Il n’y a donc que la raison qui nous fasse manifestement voir que l’espace de la corde, qui fait la différence entre certains sons, étant divisible en plusieurs parties, il peut y avoir encore un très-grand nombre de différents sons utiles et inutiles pour la musique, lesquels l’oreille ne peut discerner. D’où il est clair que sans l’arithmétique et la géométrie la musique régulière et exacte nous serait inconnue, et que nous ne pourrions réussir en cette science que par hasard et par imagination ; c’est-à-dire que la musique ne serait plus une science fondée sur des démonstrations incontestables, quoique les airs que l’on compose par la force de l’imagination soient plus beaux et plus agréables aux sens que ceux que l’on compose par les règles.

De même dans les mécaniques la pesanteur de quelques poids et la distance du centre de pesanteur de ce poids d’avec le soutien étant capable du plus et du moins, l'une et l’autre se peuvent exprimer par des lignes. Ainsi, l’on se sert utilement de la géométrie pour découvrir et pour démontrer une infinité de nouvelles inventions très-utiles à la vie, et même très-agréables à l’esprit à cause de l’évidence qui les accompagne.

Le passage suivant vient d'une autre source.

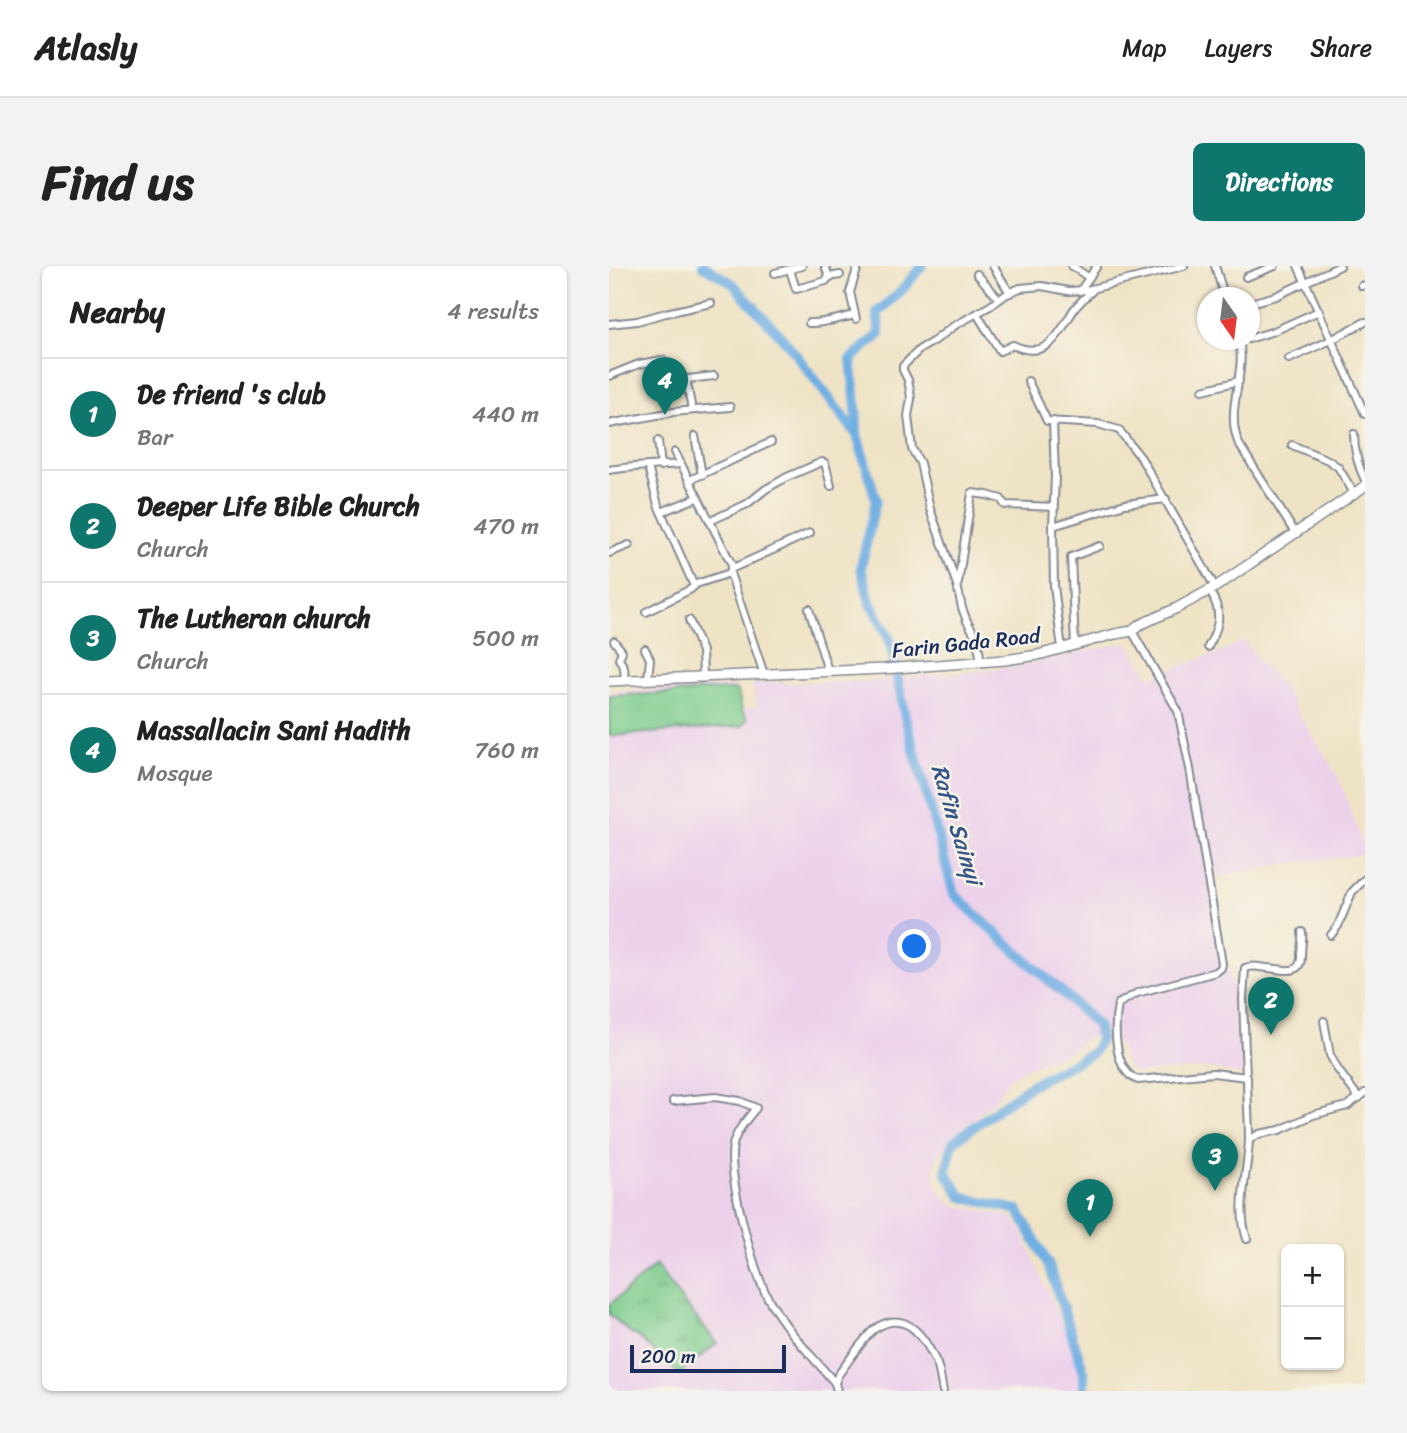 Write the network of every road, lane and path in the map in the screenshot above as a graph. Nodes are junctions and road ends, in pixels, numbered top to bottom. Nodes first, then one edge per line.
1 (802, 266) edge
2 (825, 266) edge
3 (858, 266) edge
4 (993, 266) edge
5 (1072, 266) edge
6 (1097, 266) edge
7 (1184, 266) edge
8 (1215, 266) edge
9 (1275, 266) edge
10 (1298, 266) edge
11 (1339, 266) edge
12 (1160, 269) edge
13 (790, 270) junction
14 (775, 273) dead end
15 (977, 274) dead end
16 (840, 275) dead end
17 (829, 277) junction
18 (1088, 277) junction
19 (1246, 277) dead end
20 (1305, 282) junction
21 (1222, 287) edge
22 (1094, 288) junction
23 (1080, 291) junction
24 (1010, 293) junction
25 (999, 299) junction
26 (1260, 300) edge
27 (712, 303) dead end
28 (1319, 311) junction
29 (977, 314) junction
30 (1365, 322) edge
31 (609, 324) edge
32 (809, 324) dead end
33 (1260, 335) edge
34 (1331, 341) junction
35 (1240, 350) edge
36 (1289, 359) dead end
37 (663, 360) dead end
38 (609, 376) edge
39 (715, 376) dead end
40 (1028, 381) dead end
41 (1239, 381) junction
42 (1203, 390) dead end
43 (730, 407) dead end
44 (692, 410) junction
45 (1365, 414) edge
46 (1053, 421) junction
47 (609, 424) edge
48 (1354, 434) dead end
49 (695, 436) dead end
50 (658, 441) dead end
51 (771, 442) dead end
52 (1292, 445) dead end
53 (675, 452) dead end
54 (681, 464) junction
55 (661, 466) junction
56 (648, 467) junction
57 (609, 470) edge
58 (702, 475) junction
59 (690, 480) junction
60 (1365, 480) edge
61 (831, 486) dead end
62 (1365, 486) edge
63 (1354, 493) junction
64 (697, 498) junction
65 (1166, 499) junction
66 (1055, 507) junction
67 (661, 512) junction
68 (710, 521) junction
69 (1053, 526) junction
70 (810, 533) dead end
71 (1295, 533) junction
72 (629, 545) dead end
73 (1100, 546) dead end
74 (609, 553) edge
75 (731, 571) junction
76 (957, 585) junction
77 (694, 586) junction
78 (1212, 588) junction
79 (809, 609) dead end
80 (646, 612) dead end
81 (689, 620) dead end
82 (1132, 631) junction
83 (614, 641) dead end
84 (1075, 646) junction
85 (1208, 647) dead end
86 (645, 649) dead end
87 (1062, 649) junction
88 (981, 663) junction
89 (828, 671) junction
90 (764, 674) junction
91 (703, 677) junction
92 (648, 679) junction
93 (625, 680) junction
94 (609, 681) edge
95 (1365, 879) edge
96 (1303, 932) dead end
97 (1331, 935) dead end
98 (1324, 1021) dead end
99 (1246, 1077) junction
100 (1365, 1093) edge
101 (1359, 1098) junction
102 (673, 1101) dead end
103 (1249, 1140) junction
104 (1248, 1239) dead end
105 (835, 1383) junction
106 (837, 1391) edge
107 (943, 1391) edge

1 - 13 street
2 - 17 street
3 - 32 street
4 - 24 street
5 - 18 street
6 - 18 street
7 - 12 street
8 - 21 street
9 - 19 street
10 - 20 street
11 - 20 street
12 - 22 street
13 - 14 street
13 - 17 street
15 - 25 street
16 - 17 street
18 - 23 street
20 - 26 street
20 - 28 street
22 - 23 street
22 - 29 street
23 - 24 street
24 - 25 street
25 - 29 street
27 - 31 street
28 - 33 street
28 - 34 street
29 - 76 street
30 - 34 street
34 - 36 street
34 - 45 street
35 - 41 street
37 - 38 street
39 - 44 street
40 - 46 street
41 - 42 street
41 - 71 street
43 - 44 street
44 - 47 street
46 - 65 street
46 - 66 street
48 - 60 street
49 - 58 street
50 - 55 street
51 - 58 street
52 - 63 street
53 - 54 street
54 - 55 street
54 - 59 street
55 - 56 street
56 - 57 street
56 - 67 street
58 - 59 street
59 - 64 street
61 - 68 street
62 - 63 main road, Farin Gada Road
63 - 71 main road, Farin Gada Road
64 - 67 street
64 - 68 street
65 - 69 street
65 - 78 street
66 - 69 street
66 - 76 street
67 - 77 street
68 - 75 street
69 - 87 street
70 - 75 street
71 - 78 main road, Farin Gada Road
72 - 74 street
73 - 84 street
75 - 77 street
75 - 90 street
76 - 88 street
77 - 80 street
78 - 82 main road, Farin Gada Road
78 - 85 street
79 - 89 street
81 - 91 street
82 - 84 main road, Farin Gada Road
82 - 99 street
83 - 93 street
84 - 87 main road, Farin Gada Road
86 - 92 street
87 - 88 main road, Farin Gada Road
88 - 89 main road, Farin Gada Road
89 - 90 main road, Farin Gada Road
90 - 91 main road, Farin Gada Road
91 - 92 main road, Farin Gada Road
92 - 93 main road, Farin Gada Road
93 - 94 main road, Farin Gada Road
95 - 97 street
96 - 99 street
98 - 101 street
99 - 103 street
100 - 101 street
101 - 103 street
102 - 105 street
103 - 104 street
105 - 106 street
105 - 107 street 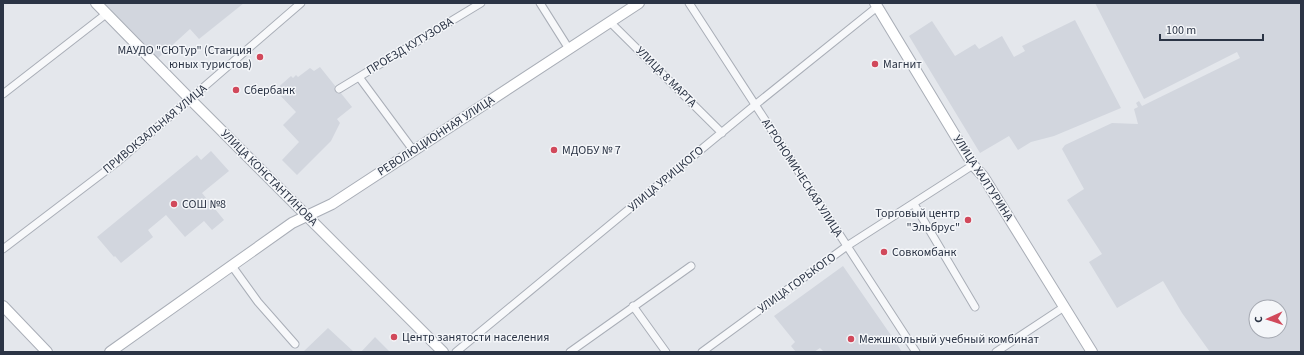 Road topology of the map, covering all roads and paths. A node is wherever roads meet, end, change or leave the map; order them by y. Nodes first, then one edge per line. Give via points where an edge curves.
1 (96, 3) edge
2 (301, 3) edge
3 (481, 3) edge
4 (540, 3) edge
5 (638, 3) edge
6 (689, 3) edge
7 (876, 5) edge
8 (106, 14) junction
9 (610, 22) junction
10 (569, 49) junction
11 (359, 77) junction
12 (339, 89) dead end
13 (3, 94) edge
14 (190, 99) junction
15 (755, 105) junction
16 (722, 133) junction
17 (413, 150) junction
18 (973, 165) junction
19 (914, 204) junction
20 (308, 216) junction
21 (847, 246) junction
22 (3, 248) edge
23 (232, 266) junction
24 (691, 266) dead end
25 (3, 306) edge
26 (633, 306) junction
27 (975, 307) dead end
28 (1064, 307) junction
29 (295, 344) dead end
30 (47, 352) edge
31 (110, 352) edge
32 (443, 352) edge
33 (456, 352) edge
34 (570, 352) edge
35 (666, 352) edge
36 (702, 352) edge
37 (916, 352) edge
38 (996, 352) edge
39 (1092, 352) edge

1 - 8 street, УЛИЦА КОНСТАНТИНОВА
2 - 14 street, ПРИВОКЗАЛЬНАЯ УЛИЦА
3 - 11 street, ПРОЕЗД КУТУЗОВА
4 - 10 street
5 - 9 street, РЕВОЛЮЦИОННАЯ УЛИЦА
6 - 15 street, АГРОНОМИЧЕСКАЯ УЛИЦА
7 - 15 street, УЛИЦА УРИЦКОГО
7 - 18 street, УЛИЦА ХАЛТУРИНА
8 - 13 street
8 - 14 street, УЛИЦА КОНСТАНТИНОВА
9 - 10 street, РЕВОЛЮЦИОННАЯ УЛИЦА
9 - 16 street, УЛИЦА 8 МАРТА
10 - 17 street, РЕВОЛЮЦИОННАЯ УЛИЦА
11 - 12 street, ПРОЕЗД КУТУЗОВА
11 - 17 street
14 - 20 street, УЛИЦА КОНСТАНТИНОВА
14 - 22 street, ПРИВОКЗАЛЬНАЯ УЛИЦА via 116,164
15 - 16 street, УЛИЦА УРИЦКОГО
15 - 21 street, АГРОНОМИЧЕСКАЯ УЛИЦА
16 - 33 street, УЛИЦА УРИЦКОГО
17 - 20 street, РЕВОЛЮЦИОННАЯ УЛИЦА via 332,204
18 - 19 street, УЛИЦА ГОРЬКОГО
18 - 28 street, УЛИЦА ХАЛТУРИНА via 983,176
19 - 21 street, УЛИЦА ГОРЬКОГО
19 - 27 street
20 - 23 street, РЕВОЛЮЦИОННАЯ УЛИЦА via 292,223
20 - 32 street, УЛИЦА КОНСТАНТИНОВА
21 - 36 street, УЛИЦА ГОРЬКОГО
21 - 37 street, АГРОНОМИЧЕСКАЯ УЛИЦА
23 - 29 street via 258,302
23 - 31 street, РЕВОЛЮЦИОННАЯ УЛИЦА
24 - 26 street
25 - 30 street
26 - 34 street
26 - 35 street
28 - 38 street
28 - 39 street, УЛИЦА ХАЛТУРИНА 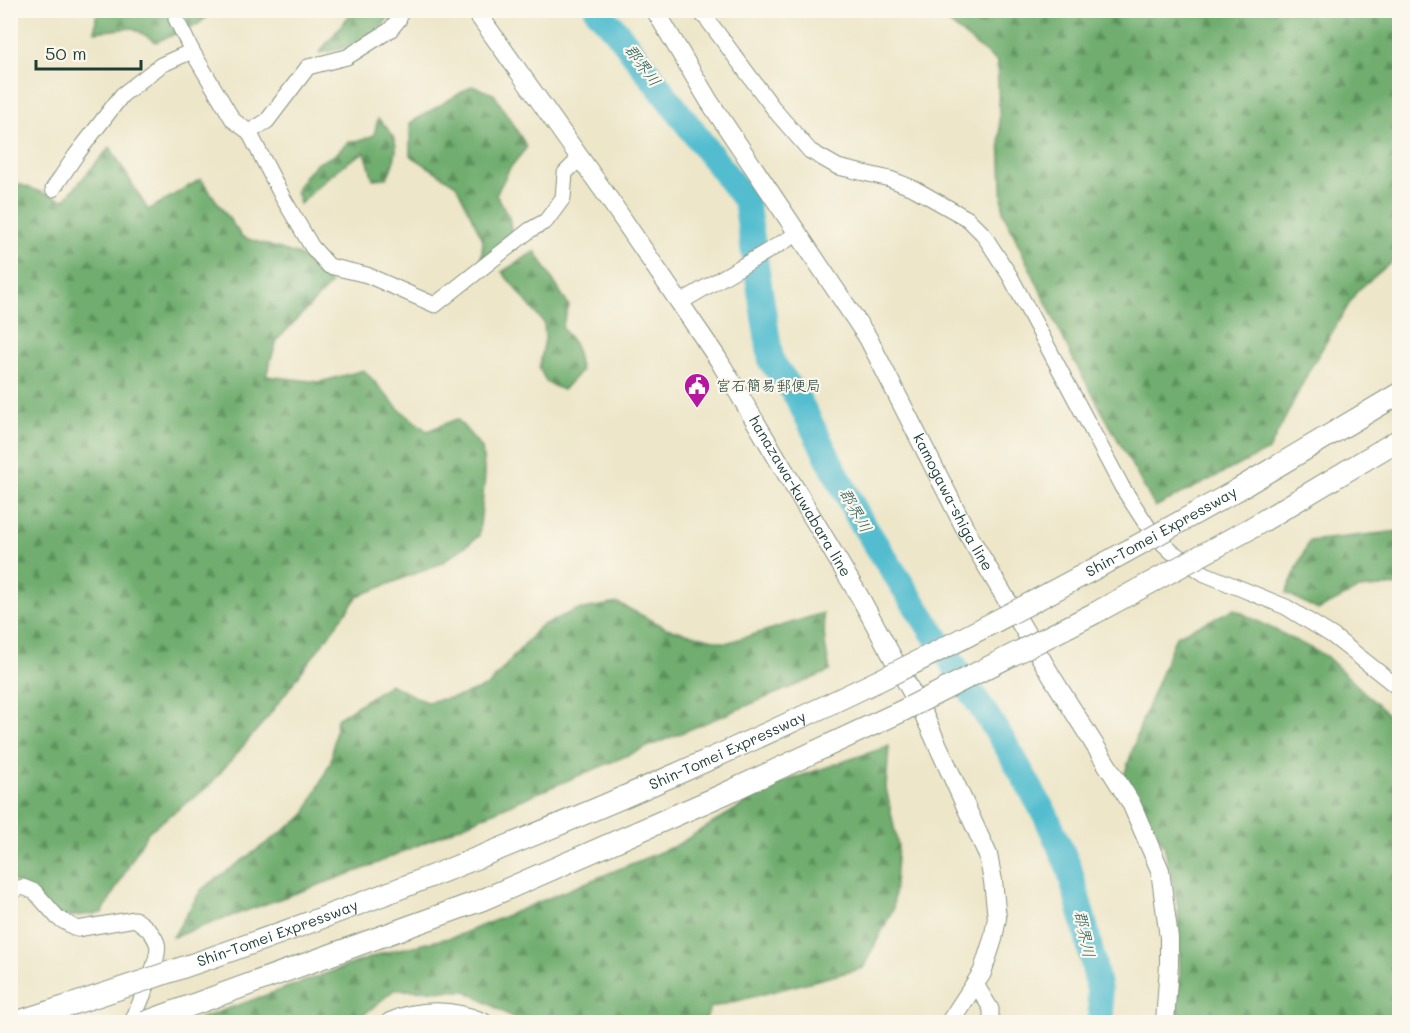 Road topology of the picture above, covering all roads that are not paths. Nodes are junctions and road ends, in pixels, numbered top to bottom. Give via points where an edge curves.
1 (177, 10) edge
2 (475, 10) edge
3 (698, 10) edge
4 (660, 12) edge
5 (399, 18) dead end
6 (192, 51) junction
7 (249, 132) junction
8 (579, 159) junction
9 (53, 189) dead end
10 (789, 239) junction
11 (686, 300) junction
12 (1400, 393) edge
13 (1400, 439) edge
14 (1400, 689) edge
15 (10, 891) edge
16 (976, 984) junction
17 (16, 1023) edge
18 (132, 1023) edge
19 (145, 1023) edge
20 (390, 1023) edge
21 (483, 1023) edge
22 (950, 1023) edge
23 (991, 1023) edge
24 (1165, 1023) edge

1 - 6 street via 176,19
2 - 8 main road, hanazawa-kuwabara line
3 - 14 street via 810,151 838,167 891,179 915,189 961,214 983,234 1010,276 1122,487 1165,546 1205,573 1286,607 1333,636
4 - 10 main road, kamogawa-shiga line
5 - 7 street via 390,30 347,57 308,67 267,121
6 - 7 street via 233,120
6 - 9 street via 161,65 122,95
7 - 8 street via 312,247 329,266 367,275 435,305 546,221 563,198 565,173
8 - 11 main road, hanazawa-kuwabara line
10 - 11 street
10 - 24 main road, kamogawa-shiga line via 868,338 969,536 1136,814 1160,870 1164,898 1169,956
11 - 16 main road, hanazawa-kuwabara line via 861,599 924,715 988,855 997,918
12 - 17 highway, Shin-Tomei Expressway, bridge via 1077,579 882,679 705,761 468,861 297,927
13 - 19 highway, bridge via 1254,527 1095,613 900,712 722,795 482,900
15 - 18 street via 23,887 35,892 58,918 77,929 135,919 149,928 158,944 158,959
16 - 22 main road, hanazawa-kuwabara line
16 - 23 street via 991,1009
20 - 21 main road via 419,1012 446,1012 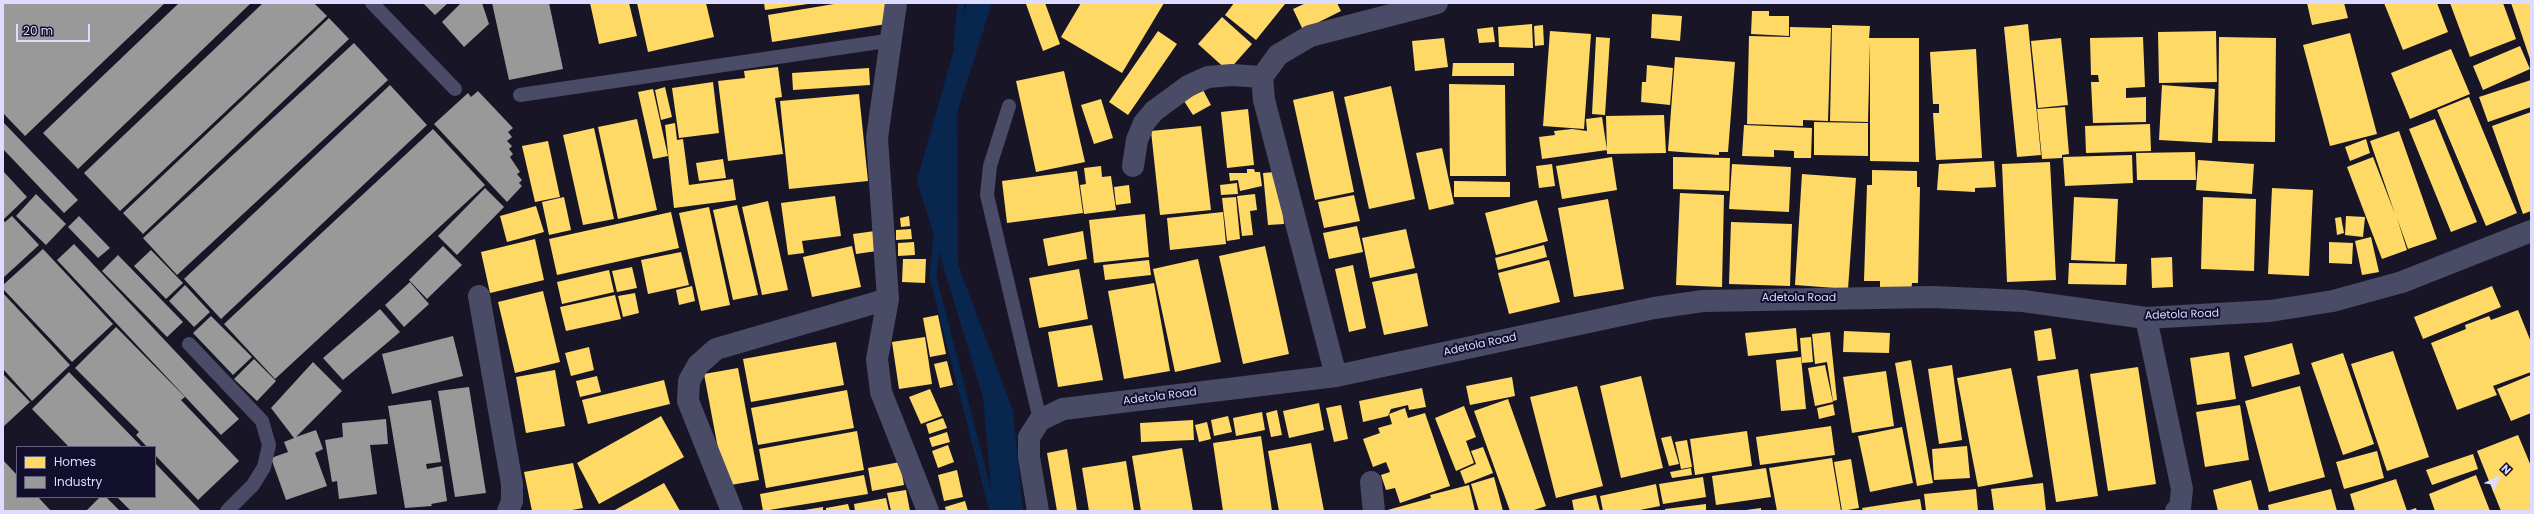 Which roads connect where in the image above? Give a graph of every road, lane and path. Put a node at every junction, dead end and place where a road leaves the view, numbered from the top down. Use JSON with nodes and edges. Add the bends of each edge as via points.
{"nodes":[{"id":1,"x":372,"y":3,"type":"edge"},
{"id":2,"x":896,"y":3,"type":"edge"},
{"id":3,"x":1437,"y":3,"type":"edge"},
{"id":4,"x":893,"y":40,"type":"junction"},
{"id":5,"x":1262,"y":77,"type":"junction"},
{"id":6,"x":456,"y":89,"type":"dead end"},
{"id":7,"x":520,"y":95,"type":"dead end"},
{"id":8,"x":1009,"y":106,"type":"dead end"},
{"id":9,"x":1133,"y":166,"type":"dead end"},
{"id":10,"x":2531,"y":231,"type":"edge"},
{"id":11,"x":479,"y":296,"type":"dead end"},
{"id":12,"x":888,"y":299,"type":"junction"},
{"id":13,"x":2146,"y":318,"type":"junction"},
{"id":14,"x":189,"y":344,"type":"dead end"},
{"id":15,"x":1336,"y":376,"type":"junction"},
{"id":16,"x":1040,"y":420,"type":"junction"},
{"id":17,"x":1371,"y":482,"type":"dead end"},
{"id":18,"x":227,"y":511,"type":"edge"},
{"id":19,"x":508,"y":511,"type":"edge"},
{"id":20,"x":732,"y":511,"type":"edge"},
{"id":21,"x":928,"y":511,"type":"edge"},
{"id":22,"x":1038,"y":511,"type":"edge"},
{"id":23,"x":1374,"y":511,"type":"edge"},
{"id":24,"x":2176,"y":511,"type":"edge"}],
"edges":[{"from":1,"to":6,"type":"lane"},
{"from":2,"to":4,"type":"street"},
{"from":3,"to":5,"type":"street","via":[[1310,36],[1278,55]]},
{"from":4,"to":7,"type":"lane"},
{"from":4,"to":12,"type":"street","via":[[877,138]]},
{"from":5,"to":9,"type":"street","via":[[1208,77],[1188,86],[1154,111],[1144,123],[1137,140]]},
{"from":5,"to":15,"type":"street","via":[[1264,100]]},
{"from":8,"to":16,"type":"lane","via":[[990,166],[987,195]]},
{"from":10,"to":13,"type":"street","name":"Adetola Road","via":[[2402,282],[2333,301],[2270,311]]},
{"from":11,"to":19,"type":"street","via":[[512,484],[512,500]]},
{"from":12,"to":20,"type":"street","via":[[716,350],[698,365],[688,381],[688,401]]},
{"from":12,"to":21,"type":"street","via":[[877,359],[882,392]]},
{"from":13,"to":15,"type":"street","name":"Adetola Road","via":[[2023,301],[1933,297],[1703,301],[1654,308]]},
{"from":13,"to":24,"type":"street","via":[[2182,489],[2180,508]]},
{"from":14,"to":18,"type":"lane","via":[[262,421],[269,445],[264,466],[253,485]]},
{"from":15,"to":16,"type":"street","name":"Adetola Road","via":[[1063,409]]},
{"from":16,"to":22,"type":"street","via":[[1029,437],[1029,457]]},
{"from":17,"to":23,"type":"street"}]}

Si, par exemple, on a un poids donné, comme de six livres, que l’on veuille mettre en équilibre avec un poids de trois livres seulement, et que ce poids de six livres soit attaché au bras d’une balance éloigné du soutien de deux pieds ; sachant seulement le principe général de toutes les mécaniques : que les poids pour demeurer en équilibre doivent être en proportion réciproque avec leur distance du soutien, c’est-à-dire qu’un poids doit être à l’autre poids comme la distance qui est entre le dernier et le soutien

  1. Tierce majeure.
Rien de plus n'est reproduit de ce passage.